Common Power Format (CPF)
1. What is CPF?
Common Power Format (CPF) is a Tcl-based file format used in VLSI design to specify power-saving techniques and power intent early in the design process, ensuring consistent implementation across various design stages and tools. It allows designers to define power-saving strategies such as clock gating, multi-voltage logic, and power shut-off for inactive blocks. The format was initially developed by Cadence Design Systems and later contributed to the Si2 (Silicon Integration Initiative) where it was ratified as a standard.
2. Why is CPF important?
In modern VLSI designs, power consumption is a critical concern, especially for mobile and battery-powered devices. Before CPF, specifying low-power techniques was often manual, error-prone, and inconsistent across different Electronic Design Automation (EDA) tools, requiring the same information to be entered multiple times in various formats. CPF addresses this by providing a common, automated, and consistent way to specify power-specific data once, which can then be used by all tools throughout the design flow, from logic design to implementation and verification. This helps in detecting potential design problems related to power early in the design stages.
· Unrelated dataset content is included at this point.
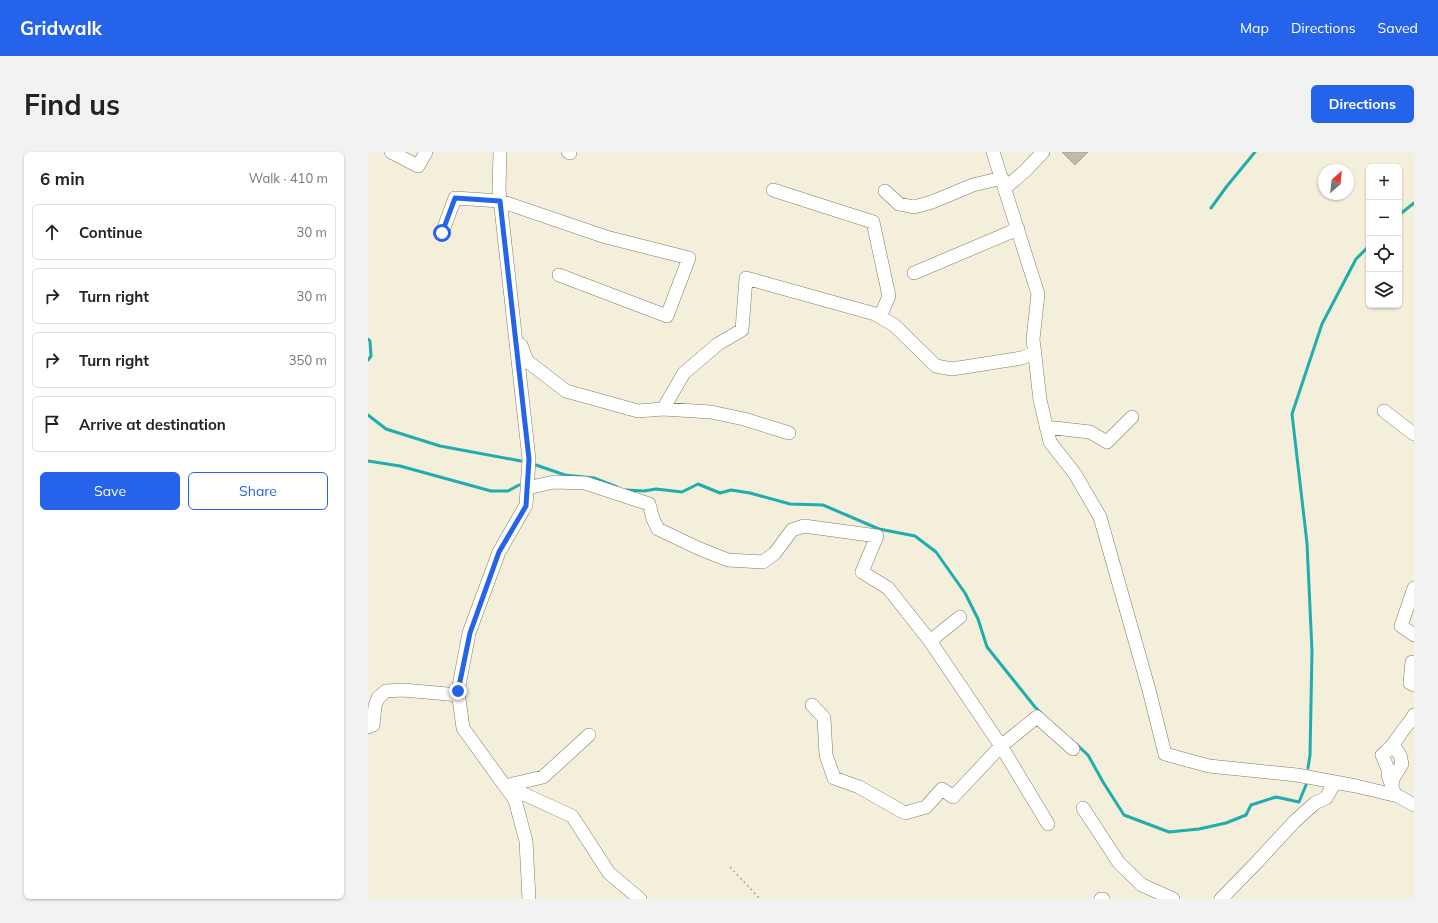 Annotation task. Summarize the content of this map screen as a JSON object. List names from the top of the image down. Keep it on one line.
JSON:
{"north":"top right","page":{"header":"Gridwalk","nav":["Map","Directions","Saved"],"buttons":["Directions",["Save","Share"]],"title":"Find us","heading":["6 min","Walk · 410 m"],"map_buttons":["+","−"],"list":[["Continue","30 m"],["Turn right","30 m"],["Turn right","350 m"],"Arrive at destination"]}} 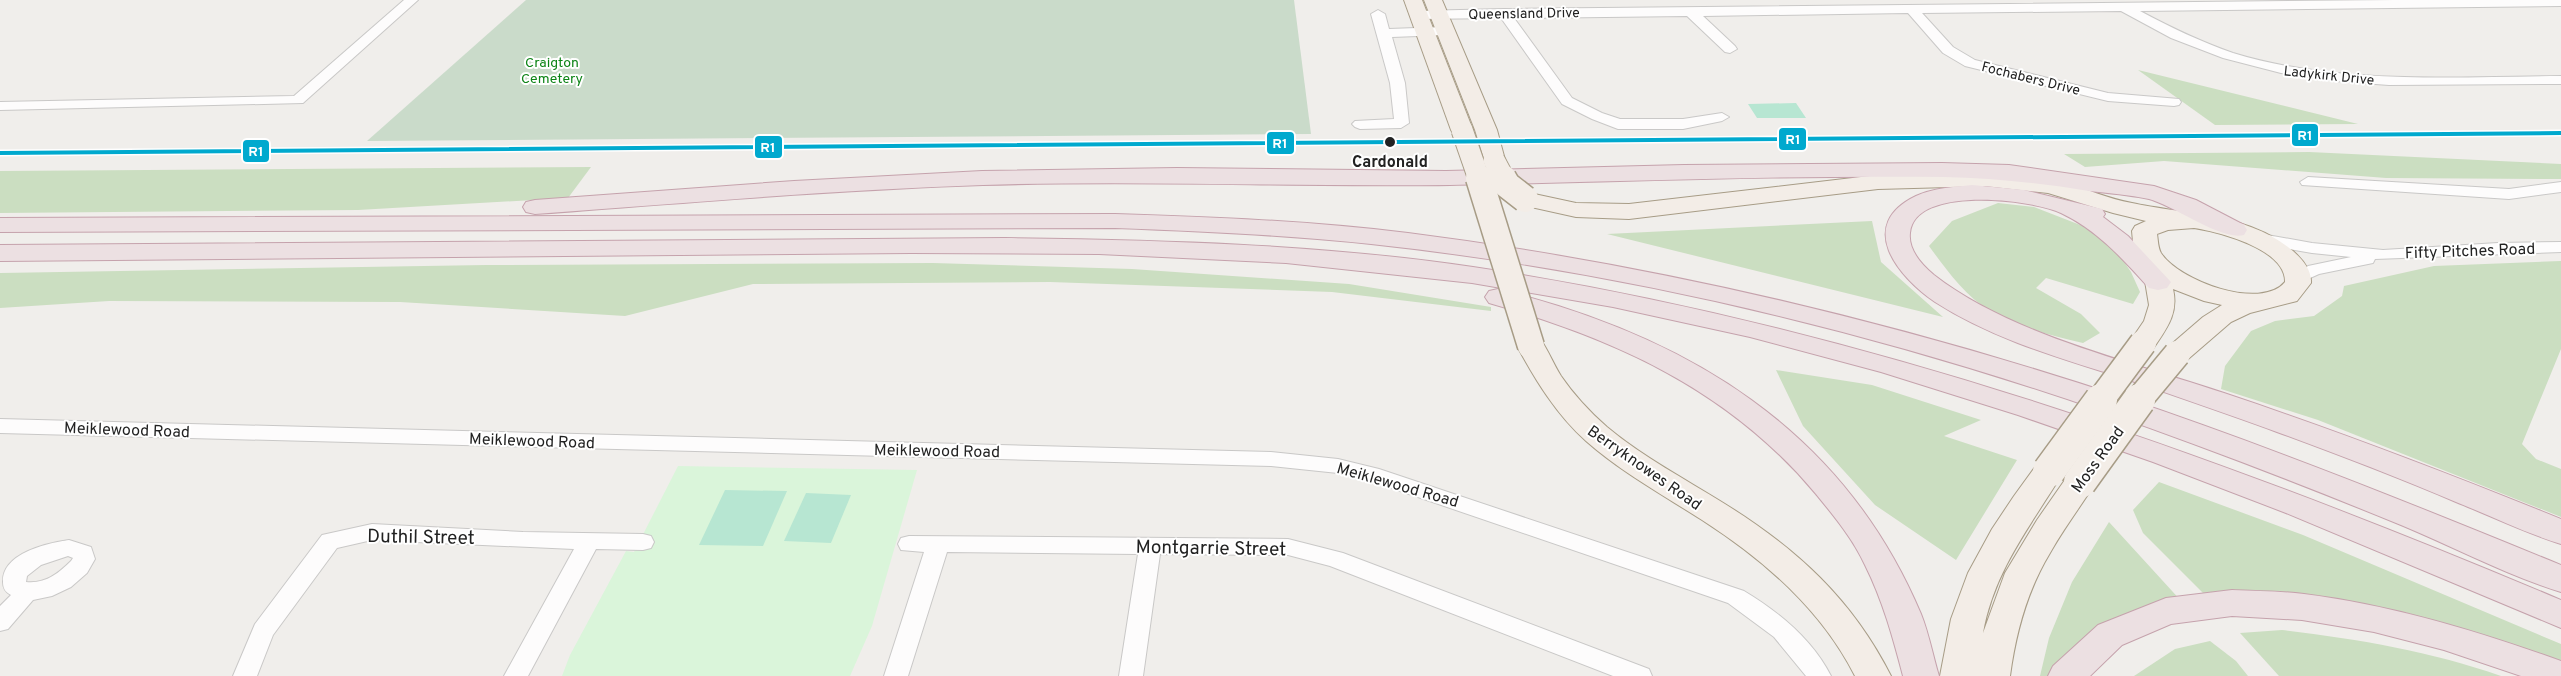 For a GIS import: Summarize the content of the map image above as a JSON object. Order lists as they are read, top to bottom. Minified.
{"streets":{"main road":["Moss Road","Berryknowes Road"],"street":["Queensland Drive","Ladykirk Drive","Fochabers Drive","Fifty Pitches Road","Meiklewood Road","Duthil Street","Montgarrie Street"]},"crossings":[["Queensland Drive","Ladykirk Drive"],["Queensland Drive","Fochabers Drive"],["Queensland Drive","Berryknowes Road"]],"parks":["Craigton Cemetery"],"places":["Cardonald"],"lines":["transit line R1"]}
3. Key aspects/features of CPF
CPF allows for the expression of various low-power design elements:
- Power Domains and Supplies: Defines logical and physical power domains and their associated power supplies.
- Power Control Logic: Specifies the insertion and behavior of special cells required for low-power operation, including:
- Level Shifters: Needed when signals cross between blocks operating at different supply voltages.
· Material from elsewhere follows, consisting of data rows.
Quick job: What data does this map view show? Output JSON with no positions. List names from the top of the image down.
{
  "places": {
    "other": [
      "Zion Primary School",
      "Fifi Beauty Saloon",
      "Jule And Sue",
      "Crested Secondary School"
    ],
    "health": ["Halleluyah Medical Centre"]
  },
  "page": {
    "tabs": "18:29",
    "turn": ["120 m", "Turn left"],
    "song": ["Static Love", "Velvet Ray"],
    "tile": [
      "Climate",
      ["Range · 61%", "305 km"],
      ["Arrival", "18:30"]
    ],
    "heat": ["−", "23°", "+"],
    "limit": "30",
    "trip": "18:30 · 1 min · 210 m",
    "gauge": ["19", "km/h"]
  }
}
- Isolation Logic: Used to hold signal values to a known state when coming from a powered-off domain to prevent corruption in active domains.
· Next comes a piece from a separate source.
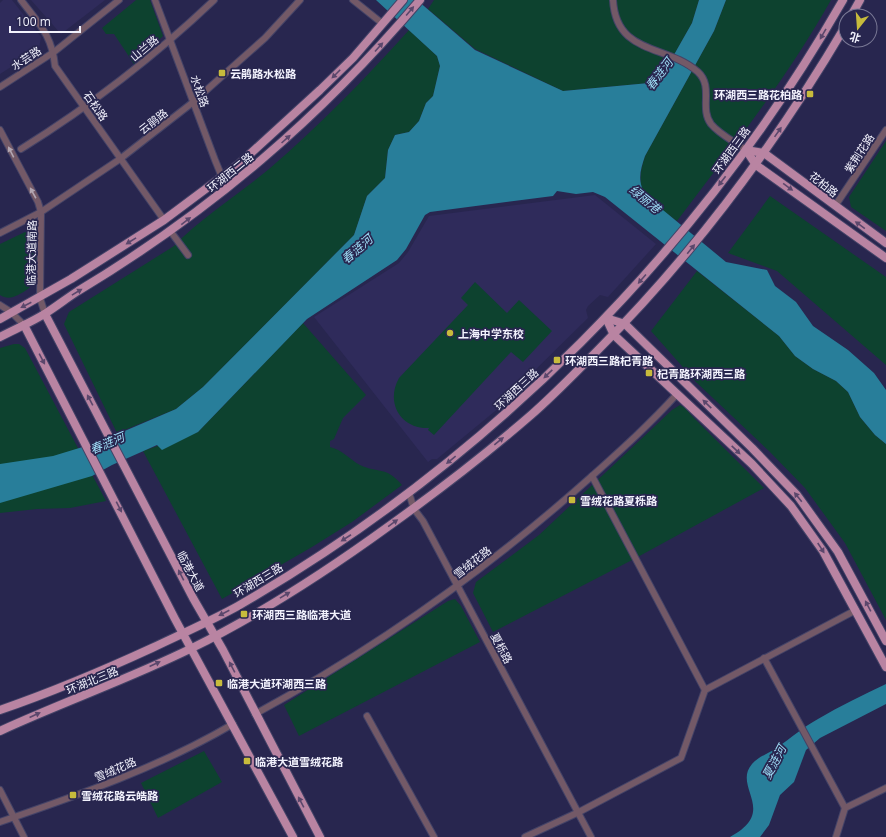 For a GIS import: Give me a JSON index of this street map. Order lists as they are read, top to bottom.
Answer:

- State-Retention Logic: Ensures that the state of a block is retained even when it is powered off.
- Switch Logic: Controls how blocks are switched on and off.
- Power Modes: Defines different operational power states (e.g., standby, sleep) and their transitions.
4. How it’s used in the VLSI design flow
CPF is integrated into the entire VLSI design flow, from front-end to back-end:
- Early Design Stages: Power intent is captured at the RTL (Register Transfer Level) stage.
- Logic Synthesis: Tools use CPF to correctly insert level shifters and other power-aware components.
- Physical Implementation (Place and Route): Backend tools utilize CPF to guide the placement of power gating logic, isolation, and retention cells.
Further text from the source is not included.